Opinión

Jugando con la muerte

Pues sí, dilecta leyente, resulta que unos se hacen los muertos como ofrenda precisamente a estar todavía vivos, otros son unos vivos que se hacen los muertos para cobrar el seguro de vida, otros mueren arriesgando su vida de forma gratuita, y otros sencillamente se suicidan porque no les gusta como están las cosas

En el primer caso están los que acuden a las romerías dentro de ataúdes, portados por familiares o amigos, como muestra de agradecimiento por haber salvado el pellejo o por algún otro favor pendiente de resolución por la santa milagrosa que, al parecer, cura las enfermedades. Aquí en Galicia tenemos una escabrosa representación: En la provincia de A Coruña, existen la de San Andrés de Teixido, en el lugar de su mismo nombre, y la de “A festa das mortaxas” en Pobra do Caramiñal. Y en Pontevedra, la procesión de Santa Marta de Ribarteme, en As Neves.

En el segundo caso, están los estafadores del seguro. Fingen su muerte con la intención de cobrar. Los hay que son unos chapuzas, pues se olvidan que uno de los trámites es conseguir un parte de defunción, un cadáver, que no sea el suyo, pero con el que pueda ser confundido (por ejemplo quemado o desfigurado), minimizar el número de personas que te van a buscar (acreedores que no se fíen), proveerse de una nueva identidad, largarse lo más lejos posible del lugar de la estafa y llevar una vida discreta. Otros son más ingeniosos, pero no tienen suerte y mueren después de darlos por fallecidos, en atropello o cualquier otro accidente, y el ADN es un insobornable delator, por lo que se descubre el fraude. Otros se quedan cerca de la “viuda” y son pronto encontrados, o sencillamente rompen el pacto con la “beneficiaria”, normalmente por una razón de cuernos y ésta canta. Otros se hacen famosos, y cualquier periodista avispado descubre el tongo.

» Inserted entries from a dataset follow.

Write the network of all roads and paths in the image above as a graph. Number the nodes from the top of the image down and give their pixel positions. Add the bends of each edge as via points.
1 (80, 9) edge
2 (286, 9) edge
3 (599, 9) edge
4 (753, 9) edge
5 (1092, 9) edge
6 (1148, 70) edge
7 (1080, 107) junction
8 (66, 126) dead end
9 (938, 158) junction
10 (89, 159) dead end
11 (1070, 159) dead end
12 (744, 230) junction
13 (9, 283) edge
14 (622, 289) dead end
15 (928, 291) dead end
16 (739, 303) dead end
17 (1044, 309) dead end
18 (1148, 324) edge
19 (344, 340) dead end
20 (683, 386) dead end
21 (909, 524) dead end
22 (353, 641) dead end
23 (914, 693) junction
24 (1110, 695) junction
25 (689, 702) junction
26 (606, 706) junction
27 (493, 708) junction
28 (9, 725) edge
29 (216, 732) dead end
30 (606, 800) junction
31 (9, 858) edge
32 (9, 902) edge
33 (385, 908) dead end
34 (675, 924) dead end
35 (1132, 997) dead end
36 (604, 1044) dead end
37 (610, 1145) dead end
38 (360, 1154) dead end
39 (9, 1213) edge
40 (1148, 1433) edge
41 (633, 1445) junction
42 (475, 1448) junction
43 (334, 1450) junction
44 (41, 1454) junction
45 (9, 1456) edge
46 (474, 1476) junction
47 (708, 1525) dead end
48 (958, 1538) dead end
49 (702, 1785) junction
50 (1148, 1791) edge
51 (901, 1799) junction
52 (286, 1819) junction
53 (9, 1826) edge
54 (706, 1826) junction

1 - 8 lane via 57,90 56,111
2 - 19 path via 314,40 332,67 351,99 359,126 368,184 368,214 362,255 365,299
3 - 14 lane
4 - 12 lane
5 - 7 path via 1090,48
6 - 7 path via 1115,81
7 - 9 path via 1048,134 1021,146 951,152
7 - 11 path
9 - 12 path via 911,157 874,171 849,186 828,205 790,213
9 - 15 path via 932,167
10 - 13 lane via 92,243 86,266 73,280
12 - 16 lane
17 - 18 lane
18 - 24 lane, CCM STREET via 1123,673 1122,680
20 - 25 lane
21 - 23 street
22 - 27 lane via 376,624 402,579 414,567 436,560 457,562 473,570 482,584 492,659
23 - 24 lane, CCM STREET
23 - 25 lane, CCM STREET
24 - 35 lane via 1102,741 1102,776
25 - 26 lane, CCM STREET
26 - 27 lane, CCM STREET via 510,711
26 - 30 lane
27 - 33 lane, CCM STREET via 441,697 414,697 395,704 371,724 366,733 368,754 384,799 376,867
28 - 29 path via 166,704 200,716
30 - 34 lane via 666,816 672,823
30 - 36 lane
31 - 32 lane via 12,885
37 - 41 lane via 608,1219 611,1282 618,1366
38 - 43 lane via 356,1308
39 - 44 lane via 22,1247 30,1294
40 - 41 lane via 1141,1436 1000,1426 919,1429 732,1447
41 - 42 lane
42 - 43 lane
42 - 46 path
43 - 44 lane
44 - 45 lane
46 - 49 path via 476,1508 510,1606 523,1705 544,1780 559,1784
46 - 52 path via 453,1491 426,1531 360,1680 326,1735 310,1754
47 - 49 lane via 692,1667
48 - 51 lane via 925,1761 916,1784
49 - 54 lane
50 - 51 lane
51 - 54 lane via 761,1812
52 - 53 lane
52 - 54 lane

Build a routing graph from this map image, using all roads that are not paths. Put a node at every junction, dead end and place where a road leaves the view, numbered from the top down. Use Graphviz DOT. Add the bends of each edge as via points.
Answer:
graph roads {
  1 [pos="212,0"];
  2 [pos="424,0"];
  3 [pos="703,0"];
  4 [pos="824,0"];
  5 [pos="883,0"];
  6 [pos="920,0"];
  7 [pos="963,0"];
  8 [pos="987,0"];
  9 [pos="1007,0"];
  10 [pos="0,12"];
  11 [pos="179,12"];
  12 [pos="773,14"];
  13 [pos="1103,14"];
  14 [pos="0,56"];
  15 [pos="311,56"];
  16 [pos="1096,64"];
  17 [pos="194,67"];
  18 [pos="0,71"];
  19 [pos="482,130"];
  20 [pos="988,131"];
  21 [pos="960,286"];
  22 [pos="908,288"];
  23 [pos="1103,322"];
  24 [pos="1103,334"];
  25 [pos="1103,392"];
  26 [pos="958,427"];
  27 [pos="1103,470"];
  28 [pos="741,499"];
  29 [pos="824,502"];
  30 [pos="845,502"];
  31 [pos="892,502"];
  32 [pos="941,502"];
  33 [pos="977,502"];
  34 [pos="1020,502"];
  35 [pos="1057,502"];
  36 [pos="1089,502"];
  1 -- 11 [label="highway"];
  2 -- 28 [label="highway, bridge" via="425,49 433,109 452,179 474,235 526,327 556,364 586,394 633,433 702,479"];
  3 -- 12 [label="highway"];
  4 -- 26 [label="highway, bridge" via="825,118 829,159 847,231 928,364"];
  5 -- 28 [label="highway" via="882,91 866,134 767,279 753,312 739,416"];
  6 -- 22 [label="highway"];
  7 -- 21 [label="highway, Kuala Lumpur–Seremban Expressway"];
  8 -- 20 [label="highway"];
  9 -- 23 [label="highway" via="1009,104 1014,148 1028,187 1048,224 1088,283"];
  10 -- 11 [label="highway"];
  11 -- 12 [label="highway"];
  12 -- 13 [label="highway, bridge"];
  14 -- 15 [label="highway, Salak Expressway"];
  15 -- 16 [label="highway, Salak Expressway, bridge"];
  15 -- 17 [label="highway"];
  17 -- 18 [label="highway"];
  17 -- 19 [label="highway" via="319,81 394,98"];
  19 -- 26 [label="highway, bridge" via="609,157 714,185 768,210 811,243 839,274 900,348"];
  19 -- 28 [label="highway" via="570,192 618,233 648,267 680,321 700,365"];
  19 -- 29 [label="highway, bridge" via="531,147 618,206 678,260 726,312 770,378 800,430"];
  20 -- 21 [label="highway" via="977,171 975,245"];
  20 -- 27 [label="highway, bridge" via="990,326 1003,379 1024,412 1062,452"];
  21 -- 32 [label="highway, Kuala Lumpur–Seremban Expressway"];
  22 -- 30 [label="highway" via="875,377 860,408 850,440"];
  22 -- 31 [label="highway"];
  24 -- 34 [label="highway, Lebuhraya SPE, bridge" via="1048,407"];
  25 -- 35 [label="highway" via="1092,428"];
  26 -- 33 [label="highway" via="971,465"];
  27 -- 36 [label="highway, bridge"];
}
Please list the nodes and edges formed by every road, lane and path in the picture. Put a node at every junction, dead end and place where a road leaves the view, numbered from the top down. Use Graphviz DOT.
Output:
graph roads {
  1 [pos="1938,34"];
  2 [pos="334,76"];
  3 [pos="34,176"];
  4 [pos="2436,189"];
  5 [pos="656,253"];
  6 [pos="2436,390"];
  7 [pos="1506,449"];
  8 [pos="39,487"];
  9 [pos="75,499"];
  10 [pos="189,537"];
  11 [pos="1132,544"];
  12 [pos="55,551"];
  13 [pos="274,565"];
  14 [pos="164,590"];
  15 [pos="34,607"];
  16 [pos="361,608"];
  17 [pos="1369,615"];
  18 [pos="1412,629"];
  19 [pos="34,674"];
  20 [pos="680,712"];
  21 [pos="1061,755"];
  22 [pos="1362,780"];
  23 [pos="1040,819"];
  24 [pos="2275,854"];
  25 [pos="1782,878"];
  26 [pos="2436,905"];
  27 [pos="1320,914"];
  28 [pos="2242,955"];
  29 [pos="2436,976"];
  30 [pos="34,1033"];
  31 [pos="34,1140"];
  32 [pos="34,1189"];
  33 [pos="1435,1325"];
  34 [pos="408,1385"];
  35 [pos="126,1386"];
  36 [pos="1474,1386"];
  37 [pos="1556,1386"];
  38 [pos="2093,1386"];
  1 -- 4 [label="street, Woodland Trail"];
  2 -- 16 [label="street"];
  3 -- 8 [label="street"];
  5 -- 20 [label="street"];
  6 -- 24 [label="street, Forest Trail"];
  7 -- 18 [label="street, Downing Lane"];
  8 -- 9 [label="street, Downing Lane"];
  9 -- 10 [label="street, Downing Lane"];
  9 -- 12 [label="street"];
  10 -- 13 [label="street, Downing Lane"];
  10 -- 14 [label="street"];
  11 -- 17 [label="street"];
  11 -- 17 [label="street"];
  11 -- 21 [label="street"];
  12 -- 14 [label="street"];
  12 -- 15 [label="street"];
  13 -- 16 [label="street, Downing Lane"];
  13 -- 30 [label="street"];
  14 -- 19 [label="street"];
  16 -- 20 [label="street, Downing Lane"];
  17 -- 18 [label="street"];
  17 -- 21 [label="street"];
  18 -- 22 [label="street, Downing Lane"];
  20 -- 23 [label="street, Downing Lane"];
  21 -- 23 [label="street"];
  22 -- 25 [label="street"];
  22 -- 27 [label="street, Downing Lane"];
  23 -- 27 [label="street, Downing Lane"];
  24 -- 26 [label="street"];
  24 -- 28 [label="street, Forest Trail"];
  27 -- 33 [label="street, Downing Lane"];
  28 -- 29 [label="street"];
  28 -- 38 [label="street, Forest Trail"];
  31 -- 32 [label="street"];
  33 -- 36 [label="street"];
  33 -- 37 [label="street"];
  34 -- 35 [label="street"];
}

Para evitar tener que presentar cadáver ajeno, se acude a la fórmula de la desaparición, y cuanto más cruento sea el supuesto siniestro, más pronto se le dará legalmente por muerto. Claro que lo más efectivo es cargarse al hermano gemelo, que, además del parecido, tiene el mismo ADN. Sólo existe un problema: tienen distinta impresión dactilar.

Lo malo es la existencia de bandas que se dedican de forma profesional a tan “obituaria” labor, matan y luego con la documentación de la víctima intentan cobrar, tras hacerle un seguro poniéndose como beneficiarios, bien antes o después del asesinato.

Otros se juegan gratuitamente sus vidas en deportes de riesgo o en juegos peligrosos, y los menos, simplemente se quitan de en medio. En este sentido, cabe hablar de una especie de vasos comunicantes, y es que al disminuir los fallecimientos en accidentes de tráfico, se han reducido los trasplantes de órganos, que, por otra parte, se compensan con el aumento de suicidios.

Y, así, es necesario que alguien muera para que otro viva. Es la ley de la selva, sólo que democratizada.